I love indie games.
As the AAA space becomes more and more homogenised, it’s great to see passion projects that focus on offering fun and oftentimes unique experiences. Even the ones that harken back to a bygone era are usually a labour of love and can bring about those feelings of nostalgia. Games published by Diplodocus Games typically fall into the latter category, with titles such as Knight’s Try and Toree 3D being especially great examples of 3D platformers that pay homage to a bygone era.

The reason why I’m saying all this is because it truly pains me to write an extremely negative review. Even poor games usually have some redeeming qualities but are held back by certain issues that may or may not be fixed with a patch. Felix the Toy DX, on the other hand, is a game that is so bad that it ranks as one of the worst titles on the Switch and perhaps even the worst one I’ve fully reviewed on the site.

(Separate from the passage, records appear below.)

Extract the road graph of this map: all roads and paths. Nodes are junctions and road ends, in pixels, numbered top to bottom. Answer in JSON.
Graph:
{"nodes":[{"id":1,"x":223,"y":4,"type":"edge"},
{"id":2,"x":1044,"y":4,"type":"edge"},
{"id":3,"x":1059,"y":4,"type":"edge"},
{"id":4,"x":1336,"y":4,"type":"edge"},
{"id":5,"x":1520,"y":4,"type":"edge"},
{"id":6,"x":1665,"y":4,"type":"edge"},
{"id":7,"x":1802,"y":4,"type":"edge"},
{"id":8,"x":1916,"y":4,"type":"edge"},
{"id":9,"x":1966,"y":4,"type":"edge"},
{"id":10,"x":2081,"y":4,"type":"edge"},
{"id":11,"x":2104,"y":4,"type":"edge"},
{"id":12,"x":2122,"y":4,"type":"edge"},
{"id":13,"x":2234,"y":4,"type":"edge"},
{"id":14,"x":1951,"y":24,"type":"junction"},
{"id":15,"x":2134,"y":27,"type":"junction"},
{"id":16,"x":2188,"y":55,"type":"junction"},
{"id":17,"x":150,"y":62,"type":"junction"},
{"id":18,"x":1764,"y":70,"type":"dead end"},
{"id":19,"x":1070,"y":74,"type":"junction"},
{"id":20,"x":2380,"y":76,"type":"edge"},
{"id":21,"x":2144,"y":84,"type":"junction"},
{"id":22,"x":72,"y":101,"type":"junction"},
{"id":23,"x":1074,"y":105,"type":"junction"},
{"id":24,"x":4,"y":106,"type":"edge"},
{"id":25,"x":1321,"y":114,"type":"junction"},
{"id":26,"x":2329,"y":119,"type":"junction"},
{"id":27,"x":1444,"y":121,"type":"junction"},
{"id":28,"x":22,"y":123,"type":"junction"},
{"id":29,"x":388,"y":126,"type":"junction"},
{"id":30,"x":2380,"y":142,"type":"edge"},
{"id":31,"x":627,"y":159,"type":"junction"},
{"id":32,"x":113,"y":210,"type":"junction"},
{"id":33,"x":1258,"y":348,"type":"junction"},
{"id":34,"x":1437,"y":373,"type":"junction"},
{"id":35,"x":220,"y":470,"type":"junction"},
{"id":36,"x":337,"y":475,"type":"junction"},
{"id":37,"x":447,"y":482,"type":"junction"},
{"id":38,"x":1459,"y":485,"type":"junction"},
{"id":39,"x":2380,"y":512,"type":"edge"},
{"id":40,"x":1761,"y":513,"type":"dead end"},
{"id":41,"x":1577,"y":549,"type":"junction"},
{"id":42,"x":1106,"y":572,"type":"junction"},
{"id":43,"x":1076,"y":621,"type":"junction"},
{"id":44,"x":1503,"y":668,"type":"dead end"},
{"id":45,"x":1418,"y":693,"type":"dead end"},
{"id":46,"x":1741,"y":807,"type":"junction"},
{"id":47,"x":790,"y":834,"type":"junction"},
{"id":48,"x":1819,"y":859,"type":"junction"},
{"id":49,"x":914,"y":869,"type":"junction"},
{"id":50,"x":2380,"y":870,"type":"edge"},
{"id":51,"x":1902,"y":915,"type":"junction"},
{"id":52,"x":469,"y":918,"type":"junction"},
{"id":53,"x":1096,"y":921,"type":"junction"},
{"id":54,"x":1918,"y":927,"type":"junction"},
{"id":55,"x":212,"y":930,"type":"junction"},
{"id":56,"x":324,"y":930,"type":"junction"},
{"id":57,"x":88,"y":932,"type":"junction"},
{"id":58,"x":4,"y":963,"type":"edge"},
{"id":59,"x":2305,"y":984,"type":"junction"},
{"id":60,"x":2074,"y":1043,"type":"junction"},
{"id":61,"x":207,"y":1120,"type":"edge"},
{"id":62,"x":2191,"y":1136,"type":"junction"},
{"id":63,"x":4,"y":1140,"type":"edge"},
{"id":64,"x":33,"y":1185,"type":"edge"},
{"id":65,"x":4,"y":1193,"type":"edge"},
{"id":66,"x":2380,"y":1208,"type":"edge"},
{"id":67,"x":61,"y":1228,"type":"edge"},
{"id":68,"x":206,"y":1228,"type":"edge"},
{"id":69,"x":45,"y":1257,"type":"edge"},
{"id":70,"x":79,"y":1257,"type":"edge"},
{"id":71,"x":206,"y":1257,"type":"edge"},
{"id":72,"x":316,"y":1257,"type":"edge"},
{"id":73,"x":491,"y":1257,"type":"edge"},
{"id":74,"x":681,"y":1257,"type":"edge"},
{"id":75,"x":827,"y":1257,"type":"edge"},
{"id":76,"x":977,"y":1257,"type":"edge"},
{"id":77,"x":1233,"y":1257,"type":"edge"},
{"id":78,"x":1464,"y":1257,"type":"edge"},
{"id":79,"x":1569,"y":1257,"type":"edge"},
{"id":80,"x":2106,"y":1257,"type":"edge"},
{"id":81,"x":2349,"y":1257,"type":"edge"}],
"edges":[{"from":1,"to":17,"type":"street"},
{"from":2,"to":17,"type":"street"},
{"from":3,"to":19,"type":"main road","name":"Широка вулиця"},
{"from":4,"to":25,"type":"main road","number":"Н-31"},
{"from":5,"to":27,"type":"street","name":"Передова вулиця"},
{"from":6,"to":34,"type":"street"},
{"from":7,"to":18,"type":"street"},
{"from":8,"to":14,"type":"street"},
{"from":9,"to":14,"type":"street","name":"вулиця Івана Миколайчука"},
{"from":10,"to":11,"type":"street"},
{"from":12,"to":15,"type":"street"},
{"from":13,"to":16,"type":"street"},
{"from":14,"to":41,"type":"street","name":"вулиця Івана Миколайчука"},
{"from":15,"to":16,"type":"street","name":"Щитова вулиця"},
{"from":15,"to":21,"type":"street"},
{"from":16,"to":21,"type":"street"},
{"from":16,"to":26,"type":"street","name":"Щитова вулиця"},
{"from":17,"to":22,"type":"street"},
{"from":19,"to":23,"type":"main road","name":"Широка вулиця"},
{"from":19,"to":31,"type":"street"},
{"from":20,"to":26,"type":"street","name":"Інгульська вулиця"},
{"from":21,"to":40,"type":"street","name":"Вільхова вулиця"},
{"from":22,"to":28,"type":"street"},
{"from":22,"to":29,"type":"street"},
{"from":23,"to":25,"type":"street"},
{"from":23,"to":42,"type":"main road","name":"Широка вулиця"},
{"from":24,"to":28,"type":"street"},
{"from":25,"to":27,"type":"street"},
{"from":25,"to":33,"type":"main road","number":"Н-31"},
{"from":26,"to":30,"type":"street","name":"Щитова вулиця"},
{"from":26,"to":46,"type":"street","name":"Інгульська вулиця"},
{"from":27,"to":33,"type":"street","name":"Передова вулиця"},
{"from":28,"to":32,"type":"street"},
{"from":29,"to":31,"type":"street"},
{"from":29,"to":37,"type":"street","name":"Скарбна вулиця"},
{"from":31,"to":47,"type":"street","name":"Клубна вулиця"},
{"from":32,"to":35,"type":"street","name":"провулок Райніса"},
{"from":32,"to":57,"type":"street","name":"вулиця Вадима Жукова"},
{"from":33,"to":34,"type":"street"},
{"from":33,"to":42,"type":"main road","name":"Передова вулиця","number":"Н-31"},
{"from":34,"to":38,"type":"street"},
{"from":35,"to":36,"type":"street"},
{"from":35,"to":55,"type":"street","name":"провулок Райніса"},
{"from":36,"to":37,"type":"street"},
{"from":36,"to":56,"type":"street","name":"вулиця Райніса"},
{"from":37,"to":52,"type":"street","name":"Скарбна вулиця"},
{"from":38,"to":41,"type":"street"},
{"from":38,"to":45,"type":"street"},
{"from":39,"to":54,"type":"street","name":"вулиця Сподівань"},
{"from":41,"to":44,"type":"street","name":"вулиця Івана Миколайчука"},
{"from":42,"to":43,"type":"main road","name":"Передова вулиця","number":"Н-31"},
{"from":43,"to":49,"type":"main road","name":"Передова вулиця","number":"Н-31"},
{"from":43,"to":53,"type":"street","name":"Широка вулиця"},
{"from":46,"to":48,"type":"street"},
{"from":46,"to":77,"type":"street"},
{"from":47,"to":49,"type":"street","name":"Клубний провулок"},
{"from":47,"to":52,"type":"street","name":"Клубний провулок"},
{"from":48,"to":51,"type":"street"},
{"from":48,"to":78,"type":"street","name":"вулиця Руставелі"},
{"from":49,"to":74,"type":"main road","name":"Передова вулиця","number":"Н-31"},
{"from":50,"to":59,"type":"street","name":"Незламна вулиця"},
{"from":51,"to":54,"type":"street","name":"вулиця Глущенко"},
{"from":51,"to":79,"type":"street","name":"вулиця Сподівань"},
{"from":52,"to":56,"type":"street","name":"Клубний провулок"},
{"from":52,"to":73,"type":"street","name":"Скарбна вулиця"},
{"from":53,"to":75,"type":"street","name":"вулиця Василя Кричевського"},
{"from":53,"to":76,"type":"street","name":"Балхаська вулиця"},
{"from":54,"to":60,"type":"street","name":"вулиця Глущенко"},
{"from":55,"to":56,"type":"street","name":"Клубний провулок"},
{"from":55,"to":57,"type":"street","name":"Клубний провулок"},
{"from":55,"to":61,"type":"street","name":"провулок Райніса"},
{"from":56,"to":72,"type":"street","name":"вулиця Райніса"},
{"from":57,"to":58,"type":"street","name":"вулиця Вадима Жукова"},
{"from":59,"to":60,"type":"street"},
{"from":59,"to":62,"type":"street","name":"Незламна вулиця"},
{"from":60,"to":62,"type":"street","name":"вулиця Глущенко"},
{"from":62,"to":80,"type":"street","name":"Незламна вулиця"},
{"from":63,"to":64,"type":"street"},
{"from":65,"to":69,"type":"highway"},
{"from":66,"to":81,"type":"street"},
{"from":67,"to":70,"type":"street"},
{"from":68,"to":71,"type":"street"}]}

Many thanks to Diplodocus Games for the review code, regardless!
FELIX THE TOY STORY
Felix is a sentient toy who is shocked to discover the disappearance of both his owner, Andrew, and the rest of humanity one day. Desperate to find his beloved friend, he sets off on a journey around the town – and eventually into space – in order to find him. It’s a solid enough premise, even if it’s told through some rather ugly text boxes that only appear when you stand on the right pixel below a floating story box.
Each of the game’s twelve stages are presented along a game board that are accessible at any point, complete with their accompanying story blurb. There’s quite a lot of this narrative text, and the inelegance of its presentation combined with the pointlessness of most of it, makes it hard to care and I found myself not even bothering to read some of them after a while. The only parts of the story that really matters to the narrative is the first and final text boxes, but even then the final payoff is so underwhelming that it’s probably not even worth reading any of it at all.
NOT FEELIXING IT
Each of the game’s levels represent an area of the town, ranging from your home, to the supermarket, to even a bowling alley. They’re relatively sizable locations and are filled with a dozen keys scattered around that you have to pick up via a combination of exploration and platforming. Once you collect them all, the game will kick you back into the overworld where you can then proceed to whatever area you want to play next. The overworld is essentially a game board with the levels playable along the way, but there’s no limitation to where you can enter – meaning that you can even go straight to the final stage should you so wish.
Despite the variety of locations, they all contain one thing in common: they’re all extremely ugly. Looking like an amateurish creation from Game Builder Garage, textures are simplistic and laughable, with the best being plain and the worst being hideous abominations seemingly thrown together in MS Paint. To make matters worse, the dreadful camera often clips into the walls and reveals how the game was assembled. Light fixtures are huge spheres, walls are clumsily placed together, and so on. Again, this is pretty standard in GBG and is a result of a limited toolset, so seeing it in a paid title feels a little embarrassing – especially when it happens so frequently.
The only thing worse than the visuals is unfortunately the gameplay. Controls are floaty and not very precise, and often leads to you falling off smaller platforms. To make matters worse, platforming seems like a gamble at the best of times; collision is missing from many surfaces and results in you falling through seemingly solid objects, and then other areas have invisible walls in bizarre places that prevent you from landing on somewhere that you feel like you should. Determining where you can and cannot jump to thusly ends up being incredibly annoying as you work out what exactly you need to do to get each key.
I could go on listing problems with the platforming that I encountered, from getting stuck in the floor to the checkpoints in the final gauntlet being so unreliable that I ended up getting sent back to earlier checkpoints after dying, but none of it really matters. Despite the length of the game being extended in this DX version and having pretty lengthy levels, the game doesn’t actually save any progress. Regardless of whether you leave a level early or if you find everything, the game keeps track of absolutely nothing. It’s all pointless. Thankfully, the aforementioned ability to enter any stage right from the start does mitigate this somewhat, but even that is little consolation when you consider that this final stage is also the jankiest of them all and will have you pulling your hair out in annoyance. It’s hard to say whether I hated the badly designed platforming challenges more, such as a spring section where platforms don’t line up, or just how broken everything is, but either way it’s safe to say that this was one of the worst experiences that I’ve had on my Switch.
I really wanted to like Felix the Toy DX, but from beginning to end I came up against awful platforming design coupled with technical issues and an overall ugliness that not even a mother could love. Whilst the game may be cheap, I would recommend any other 3D platforming game instead. There are so many out there on the Switch, even from the same publisher, so don’t bother wasting your time with this one.